Supplied records =

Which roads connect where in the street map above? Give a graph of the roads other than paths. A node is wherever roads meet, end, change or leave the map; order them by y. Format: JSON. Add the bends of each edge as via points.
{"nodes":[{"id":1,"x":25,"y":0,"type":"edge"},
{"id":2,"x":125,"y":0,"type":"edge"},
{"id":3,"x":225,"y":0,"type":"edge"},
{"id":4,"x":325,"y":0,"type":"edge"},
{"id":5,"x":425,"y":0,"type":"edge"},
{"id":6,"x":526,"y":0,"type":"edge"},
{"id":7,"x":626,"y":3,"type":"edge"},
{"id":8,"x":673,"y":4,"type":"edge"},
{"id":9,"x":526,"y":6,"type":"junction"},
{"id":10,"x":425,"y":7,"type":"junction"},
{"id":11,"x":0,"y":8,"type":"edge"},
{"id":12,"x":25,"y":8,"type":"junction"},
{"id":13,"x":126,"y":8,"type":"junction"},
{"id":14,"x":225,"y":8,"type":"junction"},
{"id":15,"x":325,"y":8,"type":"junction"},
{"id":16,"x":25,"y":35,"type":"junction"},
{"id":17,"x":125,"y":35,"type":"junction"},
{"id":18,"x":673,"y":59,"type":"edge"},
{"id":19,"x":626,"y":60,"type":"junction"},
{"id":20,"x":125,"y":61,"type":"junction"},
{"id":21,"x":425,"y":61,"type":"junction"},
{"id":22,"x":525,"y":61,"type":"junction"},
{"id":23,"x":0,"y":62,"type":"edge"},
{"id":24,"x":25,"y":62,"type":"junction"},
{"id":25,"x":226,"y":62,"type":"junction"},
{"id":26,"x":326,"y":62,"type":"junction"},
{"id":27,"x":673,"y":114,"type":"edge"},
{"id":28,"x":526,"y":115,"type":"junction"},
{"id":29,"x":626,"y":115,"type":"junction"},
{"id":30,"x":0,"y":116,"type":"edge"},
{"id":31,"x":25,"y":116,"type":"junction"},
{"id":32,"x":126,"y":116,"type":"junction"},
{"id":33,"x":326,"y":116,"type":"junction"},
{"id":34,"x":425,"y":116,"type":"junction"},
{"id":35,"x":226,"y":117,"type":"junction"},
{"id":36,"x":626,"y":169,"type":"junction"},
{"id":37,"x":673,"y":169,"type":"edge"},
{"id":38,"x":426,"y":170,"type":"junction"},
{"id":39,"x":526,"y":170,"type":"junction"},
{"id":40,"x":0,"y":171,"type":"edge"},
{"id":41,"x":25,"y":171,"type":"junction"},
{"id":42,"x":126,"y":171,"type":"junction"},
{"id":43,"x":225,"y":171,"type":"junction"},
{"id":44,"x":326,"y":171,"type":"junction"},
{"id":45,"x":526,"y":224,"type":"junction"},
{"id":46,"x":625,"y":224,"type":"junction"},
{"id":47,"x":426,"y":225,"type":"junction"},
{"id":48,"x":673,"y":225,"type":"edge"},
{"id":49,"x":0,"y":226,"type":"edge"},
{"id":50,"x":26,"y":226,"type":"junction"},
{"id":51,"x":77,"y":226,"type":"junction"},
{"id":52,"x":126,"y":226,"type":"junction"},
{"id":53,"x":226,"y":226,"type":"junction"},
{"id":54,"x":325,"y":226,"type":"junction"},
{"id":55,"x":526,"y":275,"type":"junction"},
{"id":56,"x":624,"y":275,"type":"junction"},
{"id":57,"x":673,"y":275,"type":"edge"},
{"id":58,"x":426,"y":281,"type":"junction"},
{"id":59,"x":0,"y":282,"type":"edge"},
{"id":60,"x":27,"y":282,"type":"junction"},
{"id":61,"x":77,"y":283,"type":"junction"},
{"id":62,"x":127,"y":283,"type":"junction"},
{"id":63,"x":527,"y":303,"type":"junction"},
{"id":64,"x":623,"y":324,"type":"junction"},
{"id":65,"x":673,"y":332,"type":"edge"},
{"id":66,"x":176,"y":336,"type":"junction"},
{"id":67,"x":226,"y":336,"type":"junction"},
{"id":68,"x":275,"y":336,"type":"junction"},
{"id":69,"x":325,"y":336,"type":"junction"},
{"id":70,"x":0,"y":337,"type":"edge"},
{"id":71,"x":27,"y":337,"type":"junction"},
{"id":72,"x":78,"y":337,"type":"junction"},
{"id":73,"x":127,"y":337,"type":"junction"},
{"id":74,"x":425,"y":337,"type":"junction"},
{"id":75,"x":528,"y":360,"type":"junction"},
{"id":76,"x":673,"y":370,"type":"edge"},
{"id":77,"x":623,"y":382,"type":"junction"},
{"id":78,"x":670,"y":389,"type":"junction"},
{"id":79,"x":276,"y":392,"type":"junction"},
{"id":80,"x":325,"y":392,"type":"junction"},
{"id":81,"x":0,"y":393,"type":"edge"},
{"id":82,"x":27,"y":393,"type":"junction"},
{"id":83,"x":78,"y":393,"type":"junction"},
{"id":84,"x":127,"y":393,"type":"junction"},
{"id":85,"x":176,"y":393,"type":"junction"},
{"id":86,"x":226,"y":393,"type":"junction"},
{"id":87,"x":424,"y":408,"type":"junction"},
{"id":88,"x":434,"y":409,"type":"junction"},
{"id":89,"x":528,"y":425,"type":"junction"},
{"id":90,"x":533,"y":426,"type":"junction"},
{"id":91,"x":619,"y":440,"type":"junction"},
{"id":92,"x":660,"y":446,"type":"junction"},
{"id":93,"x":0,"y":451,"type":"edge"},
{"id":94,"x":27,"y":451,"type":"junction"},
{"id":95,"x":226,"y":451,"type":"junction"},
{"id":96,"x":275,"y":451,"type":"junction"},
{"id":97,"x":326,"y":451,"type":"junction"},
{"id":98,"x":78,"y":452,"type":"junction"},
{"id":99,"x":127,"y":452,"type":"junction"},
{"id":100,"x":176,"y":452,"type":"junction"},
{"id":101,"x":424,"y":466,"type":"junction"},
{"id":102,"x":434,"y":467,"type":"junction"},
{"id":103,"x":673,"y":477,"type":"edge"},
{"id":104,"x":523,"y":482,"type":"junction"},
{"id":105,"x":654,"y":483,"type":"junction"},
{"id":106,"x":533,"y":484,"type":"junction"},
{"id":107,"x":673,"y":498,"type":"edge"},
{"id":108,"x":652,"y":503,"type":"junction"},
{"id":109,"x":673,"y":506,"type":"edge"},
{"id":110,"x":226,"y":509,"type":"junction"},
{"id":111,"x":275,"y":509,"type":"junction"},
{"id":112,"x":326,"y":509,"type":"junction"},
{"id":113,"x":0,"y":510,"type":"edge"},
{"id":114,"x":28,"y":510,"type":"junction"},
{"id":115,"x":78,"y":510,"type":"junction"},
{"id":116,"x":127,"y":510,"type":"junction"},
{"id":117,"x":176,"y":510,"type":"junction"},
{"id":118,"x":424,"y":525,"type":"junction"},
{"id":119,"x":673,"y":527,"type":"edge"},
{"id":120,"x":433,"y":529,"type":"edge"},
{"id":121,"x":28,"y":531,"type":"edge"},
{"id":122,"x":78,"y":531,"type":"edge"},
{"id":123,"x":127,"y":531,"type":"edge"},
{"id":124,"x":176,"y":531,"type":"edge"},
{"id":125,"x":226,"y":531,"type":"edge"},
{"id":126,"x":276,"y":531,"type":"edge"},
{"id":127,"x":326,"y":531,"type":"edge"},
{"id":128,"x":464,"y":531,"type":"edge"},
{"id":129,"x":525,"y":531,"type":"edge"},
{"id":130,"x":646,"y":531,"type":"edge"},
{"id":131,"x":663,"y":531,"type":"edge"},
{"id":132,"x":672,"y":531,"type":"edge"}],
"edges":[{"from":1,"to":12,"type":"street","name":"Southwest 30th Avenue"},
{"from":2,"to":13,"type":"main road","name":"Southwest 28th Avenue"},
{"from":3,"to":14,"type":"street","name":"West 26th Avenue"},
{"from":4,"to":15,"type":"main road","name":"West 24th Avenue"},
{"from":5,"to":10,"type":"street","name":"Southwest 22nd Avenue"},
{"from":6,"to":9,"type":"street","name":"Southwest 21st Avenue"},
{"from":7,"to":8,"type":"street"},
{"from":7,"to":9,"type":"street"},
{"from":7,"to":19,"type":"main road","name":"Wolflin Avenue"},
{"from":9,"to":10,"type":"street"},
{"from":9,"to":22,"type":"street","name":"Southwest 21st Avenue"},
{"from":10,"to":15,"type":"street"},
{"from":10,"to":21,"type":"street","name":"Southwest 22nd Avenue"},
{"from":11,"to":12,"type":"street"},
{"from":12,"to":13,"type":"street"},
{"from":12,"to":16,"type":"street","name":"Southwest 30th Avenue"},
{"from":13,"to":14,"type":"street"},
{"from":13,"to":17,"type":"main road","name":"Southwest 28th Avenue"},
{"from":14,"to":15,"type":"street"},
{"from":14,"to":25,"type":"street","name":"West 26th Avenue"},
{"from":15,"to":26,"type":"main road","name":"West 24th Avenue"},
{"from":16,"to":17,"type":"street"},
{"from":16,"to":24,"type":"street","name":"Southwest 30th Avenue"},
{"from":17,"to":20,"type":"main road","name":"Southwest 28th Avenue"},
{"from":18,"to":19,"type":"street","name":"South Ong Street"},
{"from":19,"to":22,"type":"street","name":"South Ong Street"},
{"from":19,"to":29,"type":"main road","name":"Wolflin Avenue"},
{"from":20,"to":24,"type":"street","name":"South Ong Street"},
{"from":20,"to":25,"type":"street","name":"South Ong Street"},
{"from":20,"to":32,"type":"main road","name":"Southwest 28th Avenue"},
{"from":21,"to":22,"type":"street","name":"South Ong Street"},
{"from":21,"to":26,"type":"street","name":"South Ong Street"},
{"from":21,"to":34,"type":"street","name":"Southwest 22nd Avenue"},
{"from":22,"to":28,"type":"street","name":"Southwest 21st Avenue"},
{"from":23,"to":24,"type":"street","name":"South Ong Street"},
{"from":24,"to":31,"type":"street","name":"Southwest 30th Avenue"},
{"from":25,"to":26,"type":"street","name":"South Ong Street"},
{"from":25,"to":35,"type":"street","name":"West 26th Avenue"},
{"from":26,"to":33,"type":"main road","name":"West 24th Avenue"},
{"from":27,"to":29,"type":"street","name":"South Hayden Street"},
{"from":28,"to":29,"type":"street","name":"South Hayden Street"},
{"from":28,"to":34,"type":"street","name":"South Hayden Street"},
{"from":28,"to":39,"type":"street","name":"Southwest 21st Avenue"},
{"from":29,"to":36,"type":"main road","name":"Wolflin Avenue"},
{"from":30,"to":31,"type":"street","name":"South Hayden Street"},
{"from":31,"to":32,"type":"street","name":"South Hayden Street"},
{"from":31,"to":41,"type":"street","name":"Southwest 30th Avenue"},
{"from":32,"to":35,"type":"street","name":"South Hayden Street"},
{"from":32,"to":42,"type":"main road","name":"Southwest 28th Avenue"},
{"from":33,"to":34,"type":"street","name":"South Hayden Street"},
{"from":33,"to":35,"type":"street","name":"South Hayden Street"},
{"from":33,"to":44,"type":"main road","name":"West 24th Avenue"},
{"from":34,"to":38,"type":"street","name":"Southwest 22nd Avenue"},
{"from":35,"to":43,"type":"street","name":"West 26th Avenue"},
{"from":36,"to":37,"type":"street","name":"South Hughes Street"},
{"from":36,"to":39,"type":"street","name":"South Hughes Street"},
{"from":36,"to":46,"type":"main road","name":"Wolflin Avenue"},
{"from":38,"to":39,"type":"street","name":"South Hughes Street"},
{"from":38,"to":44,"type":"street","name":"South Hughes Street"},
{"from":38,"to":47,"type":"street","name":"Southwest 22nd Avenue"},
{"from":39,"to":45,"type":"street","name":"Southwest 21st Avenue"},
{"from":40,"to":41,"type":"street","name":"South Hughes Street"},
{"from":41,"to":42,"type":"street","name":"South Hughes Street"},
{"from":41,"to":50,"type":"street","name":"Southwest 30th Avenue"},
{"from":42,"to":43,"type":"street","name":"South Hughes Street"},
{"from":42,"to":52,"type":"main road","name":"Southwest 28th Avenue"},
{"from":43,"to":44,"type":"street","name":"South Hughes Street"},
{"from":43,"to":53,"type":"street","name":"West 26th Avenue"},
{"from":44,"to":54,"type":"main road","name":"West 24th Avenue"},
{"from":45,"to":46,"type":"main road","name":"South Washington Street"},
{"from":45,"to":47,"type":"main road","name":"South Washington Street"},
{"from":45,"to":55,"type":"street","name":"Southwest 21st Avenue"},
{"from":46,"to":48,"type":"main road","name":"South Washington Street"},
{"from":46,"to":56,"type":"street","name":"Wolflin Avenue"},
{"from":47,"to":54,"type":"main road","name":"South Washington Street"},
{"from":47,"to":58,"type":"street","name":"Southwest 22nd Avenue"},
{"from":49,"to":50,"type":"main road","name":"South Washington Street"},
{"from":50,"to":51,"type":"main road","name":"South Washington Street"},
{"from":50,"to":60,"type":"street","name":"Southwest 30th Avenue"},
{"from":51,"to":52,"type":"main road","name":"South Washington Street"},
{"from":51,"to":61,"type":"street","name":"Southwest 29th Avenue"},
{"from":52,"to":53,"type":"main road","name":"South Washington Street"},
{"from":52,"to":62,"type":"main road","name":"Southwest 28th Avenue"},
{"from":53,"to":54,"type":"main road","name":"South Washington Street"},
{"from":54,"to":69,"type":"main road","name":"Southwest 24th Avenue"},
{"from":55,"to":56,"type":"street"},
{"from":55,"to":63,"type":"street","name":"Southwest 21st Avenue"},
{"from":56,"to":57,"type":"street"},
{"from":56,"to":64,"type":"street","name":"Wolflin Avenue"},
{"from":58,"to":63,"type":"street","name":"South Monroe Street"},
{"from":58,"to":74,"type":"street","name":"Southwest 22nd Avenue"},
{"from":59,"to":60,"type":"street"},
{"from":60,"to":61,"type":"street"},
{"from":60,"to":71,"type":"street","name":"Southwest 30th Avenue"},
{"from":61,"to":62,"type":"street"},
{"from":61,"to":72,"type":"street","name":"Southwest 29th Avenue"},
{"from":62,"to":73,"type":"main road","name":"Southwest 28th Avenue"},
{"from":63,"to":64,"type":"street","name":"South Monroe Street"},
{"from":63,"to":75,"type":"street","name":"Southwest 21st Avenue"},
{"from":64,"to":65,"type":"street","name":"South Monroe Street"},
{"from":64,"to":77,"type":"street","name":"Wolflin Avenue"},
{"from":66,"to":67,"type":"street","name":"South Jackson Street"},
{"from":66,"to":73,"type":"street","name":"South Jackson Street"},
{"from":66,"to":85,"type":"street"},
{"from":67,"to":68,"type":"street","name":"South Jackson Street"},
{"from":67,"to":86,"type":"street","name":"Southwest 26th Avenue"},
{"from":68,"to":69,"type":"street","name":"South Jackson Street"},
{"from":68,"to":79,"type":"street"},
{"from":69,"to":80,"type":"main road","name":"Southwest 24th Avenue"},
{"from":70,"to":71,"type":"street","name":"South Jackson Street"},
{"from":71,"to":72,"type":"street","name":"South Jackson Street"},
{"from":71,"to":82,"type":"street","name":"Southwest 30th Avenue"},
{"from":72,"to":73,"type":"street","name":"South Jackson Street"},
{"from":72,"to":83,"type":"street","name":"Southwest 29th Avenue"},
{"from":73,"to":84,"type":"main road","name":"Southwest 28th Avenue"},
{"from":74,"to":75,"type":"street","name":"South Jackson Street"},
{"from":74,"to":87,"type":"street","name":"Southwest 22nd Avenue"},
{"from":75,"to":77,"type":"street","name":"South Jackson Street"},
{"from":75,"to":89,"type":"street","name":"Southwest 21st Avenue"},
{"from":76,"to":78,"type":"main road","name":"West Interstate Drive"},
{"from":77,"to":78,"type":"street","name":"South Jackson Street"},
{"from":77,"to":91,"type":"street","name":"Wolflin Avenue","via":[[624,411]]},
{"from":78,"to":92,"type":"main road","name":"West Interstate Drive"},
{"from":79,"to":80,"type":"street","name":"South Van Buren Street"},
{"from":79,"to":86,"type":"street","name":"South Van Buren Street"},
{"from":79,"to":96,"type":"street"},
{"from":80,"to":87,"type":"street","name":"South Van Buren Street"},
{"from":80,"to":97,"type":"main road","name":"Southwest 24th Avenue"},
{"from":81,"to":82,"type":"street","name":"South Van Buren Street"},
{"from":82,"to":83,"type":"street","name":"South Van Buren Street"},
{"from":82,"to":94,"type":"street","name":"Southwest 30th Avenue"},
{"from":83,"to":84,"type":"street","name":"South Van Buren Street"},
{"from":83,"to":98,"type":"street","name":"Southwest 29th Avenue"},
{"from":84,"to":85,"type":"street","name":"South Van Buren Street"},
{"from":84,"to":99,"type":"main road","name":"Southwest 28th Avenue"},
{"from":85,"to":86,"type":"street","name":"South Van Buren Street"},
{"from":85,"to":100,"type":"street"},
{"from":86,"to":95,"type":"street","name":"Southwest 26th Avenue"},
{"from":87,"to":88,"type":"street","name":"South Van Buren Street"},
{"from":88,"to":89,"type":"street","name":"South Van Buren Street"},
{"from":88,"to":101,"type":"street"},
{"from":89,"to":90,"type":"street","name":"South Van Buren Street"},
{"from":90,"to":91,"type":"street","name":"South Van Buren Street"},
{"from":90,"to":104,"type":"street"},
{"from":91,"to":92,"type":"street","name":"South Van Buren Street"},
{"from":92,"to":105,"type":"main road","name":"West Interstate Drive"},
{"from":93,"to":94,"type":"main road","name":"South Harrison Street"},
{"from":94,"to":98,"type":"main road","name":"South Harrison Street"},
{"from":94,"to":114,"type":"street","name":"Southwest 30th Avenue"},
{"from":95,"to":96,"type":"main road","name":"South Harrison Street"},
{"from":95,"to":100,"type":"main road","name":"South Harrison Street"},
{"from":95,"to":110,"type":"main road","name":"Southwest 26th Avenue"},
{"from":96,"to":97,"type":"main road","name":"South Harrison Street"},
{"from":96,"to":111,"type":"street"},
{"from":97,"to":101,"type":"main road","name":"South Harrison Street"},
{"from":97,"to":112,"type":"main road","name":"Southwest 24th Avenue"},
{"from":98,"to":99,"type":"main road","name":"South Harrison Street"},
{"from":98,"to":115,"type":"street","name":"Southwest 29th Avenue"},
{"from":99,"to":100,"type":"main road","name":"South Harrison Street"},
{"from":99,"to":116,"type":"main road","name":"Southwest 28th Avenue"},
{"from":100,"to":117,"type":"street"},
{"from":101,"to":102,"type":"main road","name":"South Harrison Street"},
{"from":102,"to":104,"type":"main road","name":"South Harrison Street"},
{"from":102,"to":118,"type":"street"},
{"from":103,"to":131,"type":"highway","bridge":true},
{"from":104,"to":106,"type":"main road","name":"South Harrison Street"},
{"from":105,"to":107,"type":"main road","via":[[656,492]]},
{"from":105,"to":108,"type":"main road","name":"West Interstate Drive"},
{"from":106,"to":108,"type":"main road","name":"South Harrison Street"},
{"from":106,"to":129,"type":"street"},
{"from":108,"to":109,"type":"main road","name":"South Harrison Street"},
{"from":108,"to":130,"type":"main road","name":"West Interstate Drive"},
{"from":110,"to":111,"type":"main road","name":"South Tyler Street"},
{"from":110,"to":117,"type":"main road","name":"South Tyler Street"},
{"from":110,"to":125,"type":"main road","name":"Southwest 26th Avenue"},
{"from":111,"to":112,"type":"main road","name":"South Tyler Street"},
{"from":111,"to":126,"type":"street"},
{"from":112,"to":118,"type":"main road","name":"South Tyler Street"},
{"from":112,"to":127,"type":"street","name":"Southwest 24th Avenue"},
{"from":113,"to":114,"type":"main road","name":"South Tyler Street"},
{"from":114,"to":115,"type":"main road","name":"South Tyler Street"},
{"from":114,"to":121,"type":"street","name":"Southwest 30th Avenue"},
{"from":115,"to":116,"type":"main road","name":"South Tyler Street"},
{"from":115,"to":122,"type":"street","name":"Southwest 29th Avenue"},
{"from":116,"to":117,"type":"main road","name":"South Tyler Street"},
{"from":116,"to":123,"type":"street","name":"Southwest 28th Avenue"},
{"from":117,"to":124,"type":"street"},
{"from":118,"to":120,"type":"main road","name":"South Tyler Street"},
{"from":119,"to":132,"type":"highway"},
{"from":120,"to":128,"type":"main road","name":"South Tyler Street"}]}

Required action = Return each line from the records that includes the word "Hayden".

Solution =
{"from":27,"to":29,"type":"street","name":"South Hayden Street"},
{"from":28,"to":29,"type":"street","name":"South Hayden Street"},
{"from":28,"to":34,"type":"street","name":"South Hayden Street"},
{"from":30,"to":31,"type":"street","name":"South Hayden Street"},
{"from":31,"to":32,"type":"street","name":"South Hayden Street"},
{"from":32,"to":35,"type":"street","name":"South Hayden Street"},
{"from":33,"to":34,"type":"street","name":"South Hayden Street"},
{"from":33,"to":35,"type":"street","name":"South Hayden Street"},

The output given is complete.